CHICAGO (WLS) -- Behind-the-scenes video shot by a Capitol rioter from Chicago's Northwest Side shows the ransacking of House Speaker Nancy Pelosi's office on January 6, 2021.
The nearly 10-minute personal video, obtained by the ABC7 I-Team, was shot by Kevin Lyons, who was sentenced to four years in prison but was released Wednesday after only serving a year.
Lyons' video wasn't played in the case against him because he waived his right to a jury trial. The I-Team obtained the video after it was used in the trial of another rioter.
The footage starts in the hallways of Congress and then goes straight into then-House Speaker Nancy Pelosi's private space in the U.S. Capitol. It shows rioters surging past a sole policeman on January 6, 2021, and into her office.
Led by a Donald Trump flagbearer, some people in helmets and body armor can be seen carrying sticks and other makeshift weapons.
The crowds are so tight, the corridor in the video resembles a bathroom line in an old ballpark, but it quickly becomes evident the crowd is inside a national treasure, passing historical displays. Some insurgents veered into leadership offices.
Five minutes into the video, Lyons follows intruders up some stairs, near the Rotunda, and into Pelosi's office as the crowd is heard chanting, "Nancy, Nancy, Nancy...," and once inside, the group pillaged the outer office and her personal work quarters.
One rioter is heard saying, "We're in Nancy Pelosi's office!"
Many are seen in the video recording themselves and others.
Lyons' camera kept on rolling, even as he is seen reflected in a gold-framed mirror and then seen picking the pocket of one worker's jacket, walking off with a wallet.
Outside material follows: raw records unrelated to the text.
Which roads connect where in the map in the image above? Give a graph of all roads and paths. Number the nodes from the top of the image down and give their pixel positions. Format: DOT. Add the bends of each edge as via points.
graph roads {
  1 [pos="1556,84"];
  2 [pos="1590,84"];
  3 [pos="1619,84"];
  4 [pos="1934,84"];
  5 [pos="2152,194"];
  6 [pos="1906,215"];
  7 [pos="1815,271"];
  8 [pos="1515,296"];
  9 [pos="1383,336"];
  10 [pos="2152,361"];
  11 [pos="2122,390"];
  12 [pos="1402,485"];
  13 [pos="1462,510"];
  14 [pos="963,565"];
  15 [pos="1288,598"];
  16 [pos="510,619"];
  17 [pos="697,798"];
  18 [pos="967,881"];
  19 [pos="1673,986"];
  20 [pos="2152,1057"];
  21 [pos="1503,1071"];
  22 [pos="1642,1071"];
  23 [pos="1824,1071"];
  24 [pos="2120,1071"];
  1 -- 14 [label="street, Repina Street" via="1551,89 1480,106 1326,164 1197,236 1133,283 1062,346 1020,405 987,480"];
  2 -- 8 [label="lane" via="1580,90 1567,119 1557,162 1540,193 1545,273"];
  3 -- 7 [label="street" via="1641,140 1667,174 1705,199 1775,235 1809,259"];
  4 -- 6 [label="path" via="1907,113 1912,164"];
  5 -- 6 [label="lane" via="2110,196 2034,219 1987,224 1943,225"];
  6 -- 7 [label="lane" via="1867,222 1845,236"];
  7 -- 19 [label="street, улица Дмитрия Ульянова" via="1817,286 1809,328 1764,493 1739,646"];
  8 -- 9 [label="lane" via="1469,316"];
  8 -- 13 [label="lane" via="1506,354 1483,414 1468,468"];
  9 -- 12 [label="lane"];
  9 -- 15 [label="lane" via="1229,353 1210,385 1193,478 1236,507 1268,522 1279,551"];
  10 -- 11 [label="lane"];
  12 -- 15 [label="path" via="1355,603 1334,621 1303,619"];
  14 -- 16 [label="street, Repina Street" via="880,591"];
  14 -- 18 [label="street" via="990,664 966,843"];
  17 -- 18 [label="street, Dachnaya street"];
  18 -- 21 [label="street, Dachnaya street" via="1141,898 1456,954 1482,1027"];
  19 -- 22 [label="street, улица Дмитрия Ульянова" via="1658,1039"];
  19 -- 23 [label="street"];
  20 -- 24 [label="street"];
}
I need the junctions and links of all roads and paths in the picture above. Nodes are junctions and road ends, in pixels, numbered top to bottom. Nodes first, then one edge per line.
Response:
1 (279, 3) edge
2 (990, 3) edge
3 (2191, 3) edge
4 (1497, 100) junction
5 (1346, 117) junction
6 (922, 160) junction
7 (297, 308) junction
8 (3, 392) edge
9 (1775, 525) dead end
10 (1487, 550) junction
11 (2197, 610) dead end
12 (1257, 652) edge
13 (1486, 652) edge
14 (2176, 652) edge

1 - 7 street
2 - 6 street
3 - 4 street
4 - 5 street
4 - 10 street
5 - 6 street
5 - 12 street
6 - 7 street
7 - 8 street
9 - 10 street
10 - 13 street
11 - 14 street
SEE ALSO | First rioter to enter Capitol during Jan. 6 attack is sentenced to over 4 years in prison
In a selfie photo, displayed in court documents, Lyons was also seen with a prized Pelosi possession, a photo of her with civil rights icon and Congressman John Lewis.
Lyons was eventually arrested, convicted and sentenced to more than four years, but his sole felony for obstruction is now likely to be thrown out because of a recent Supreme Court ruling.
A judge has freed Lyon's from prison, saying one year of a four year term is enough.
When asked if Lyons could have been charged with breaking and entering , former federal prosecutor and ABC7 Chief Legal Analyst Gil Soffer said, "That is potentially what he could have been charged with, potentially some more enhanced versions of the other statutes that are out there among all the January 6 defendants, he has the less among the lesser sympathetic cases, given where he was and ad what he did."
Lyons is among several hundred defendants from Jan. 6 who were charged with obstructing the certification of the 2020 election.
The Supreme Court has ruled prosecutors went too far in using obstruction laws in Jan. 6 cases.